- THE PROBLEM
Line by line, count where the string "image" appears in the listing, then give the number of such lines alone.

- RECORDED DATA
*** Begin section ***

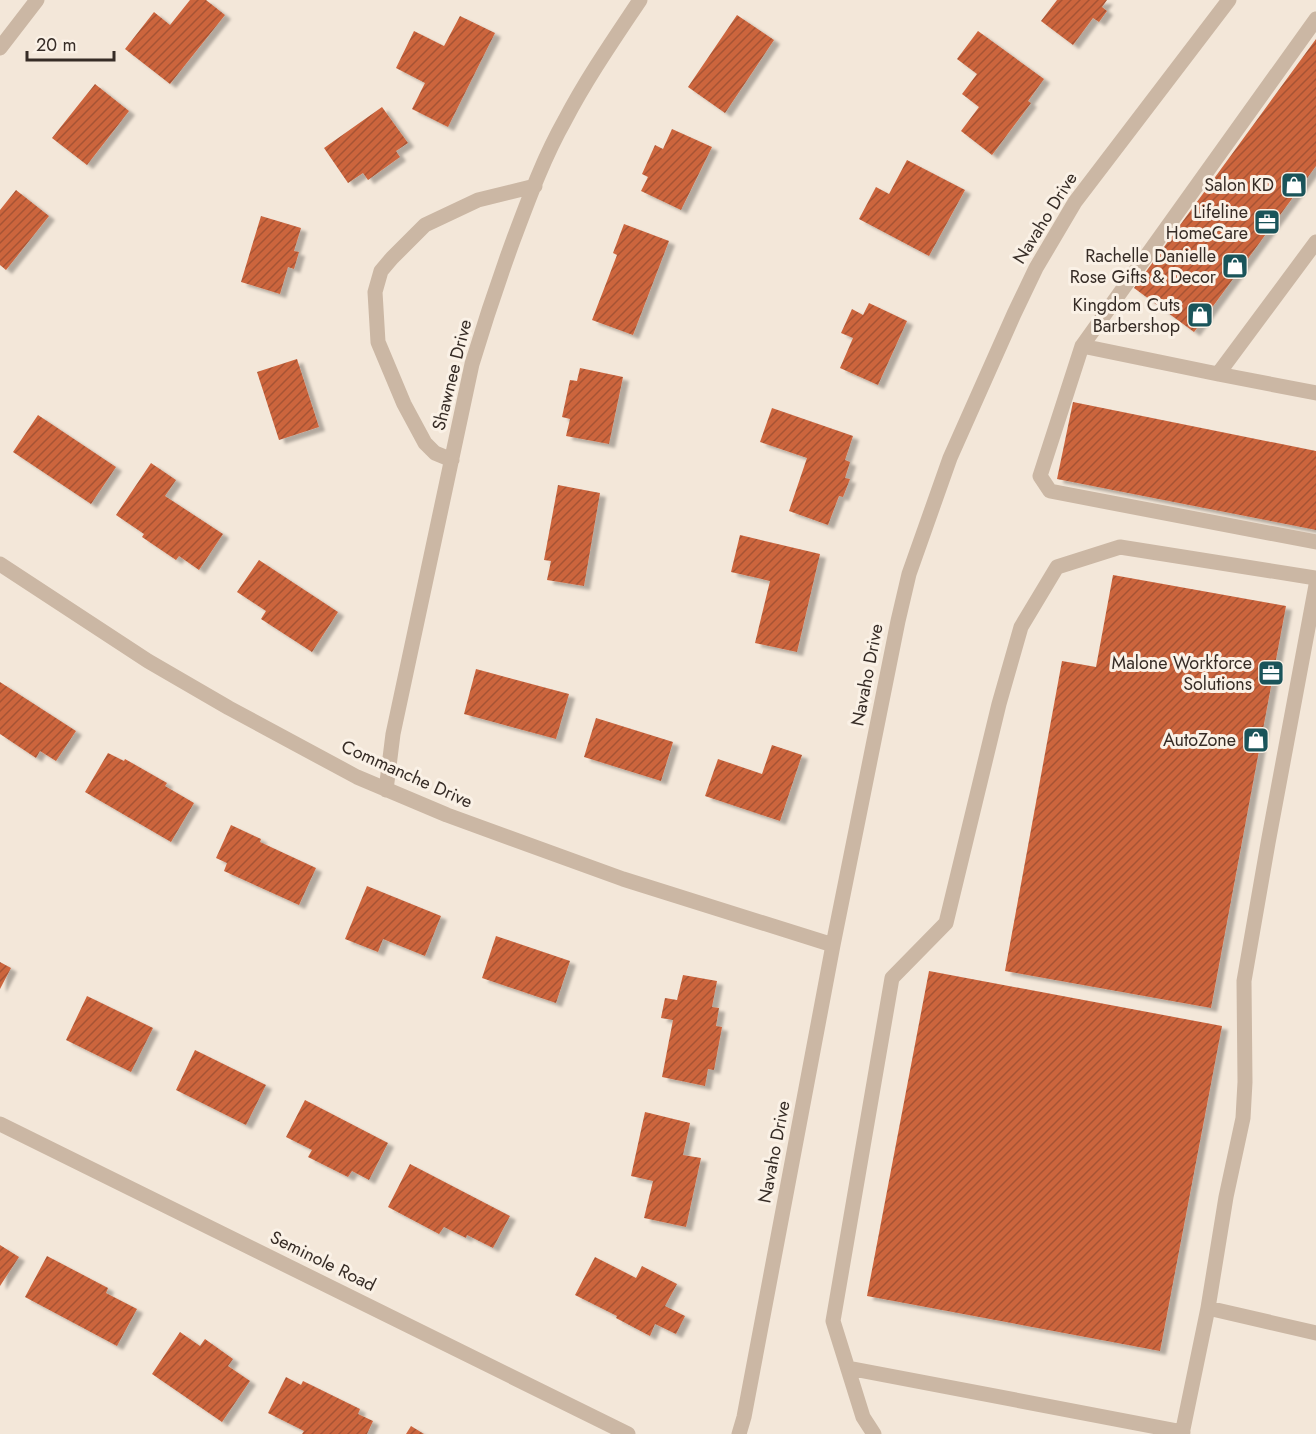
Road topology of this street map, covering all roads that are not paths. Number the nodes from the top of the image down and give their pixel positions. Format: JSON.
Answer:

*** End section ***
*** Begin section ***

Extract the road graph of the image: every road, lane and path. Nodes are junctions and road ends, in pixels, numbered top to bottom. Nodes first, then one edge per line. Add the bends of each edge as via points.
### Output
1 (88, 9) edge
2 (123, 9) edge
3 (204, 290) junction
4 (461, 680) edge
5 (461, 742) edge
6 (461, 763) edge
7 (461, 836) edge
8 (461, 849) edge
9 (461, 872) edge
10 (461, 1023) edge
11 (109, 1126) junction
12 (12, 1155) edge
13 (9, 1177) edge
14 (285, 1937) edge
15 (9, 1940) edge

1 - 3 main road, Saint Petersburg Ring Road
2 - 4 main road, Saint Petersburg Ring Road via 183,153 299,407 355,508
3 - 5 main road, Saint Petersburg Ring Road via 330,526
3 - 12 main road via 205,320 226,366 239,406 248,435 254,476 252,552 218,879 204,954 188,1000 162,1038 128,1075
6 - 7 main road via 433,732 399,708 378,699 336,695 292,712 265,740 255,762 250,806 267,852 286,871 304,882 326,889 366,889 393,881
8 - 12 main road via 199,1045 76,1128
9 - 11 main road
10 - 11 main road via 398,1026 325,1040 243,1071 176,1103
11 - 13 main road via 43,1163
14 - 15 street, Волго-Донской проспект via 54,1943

*** End section ***

- ANSWER BELOW
2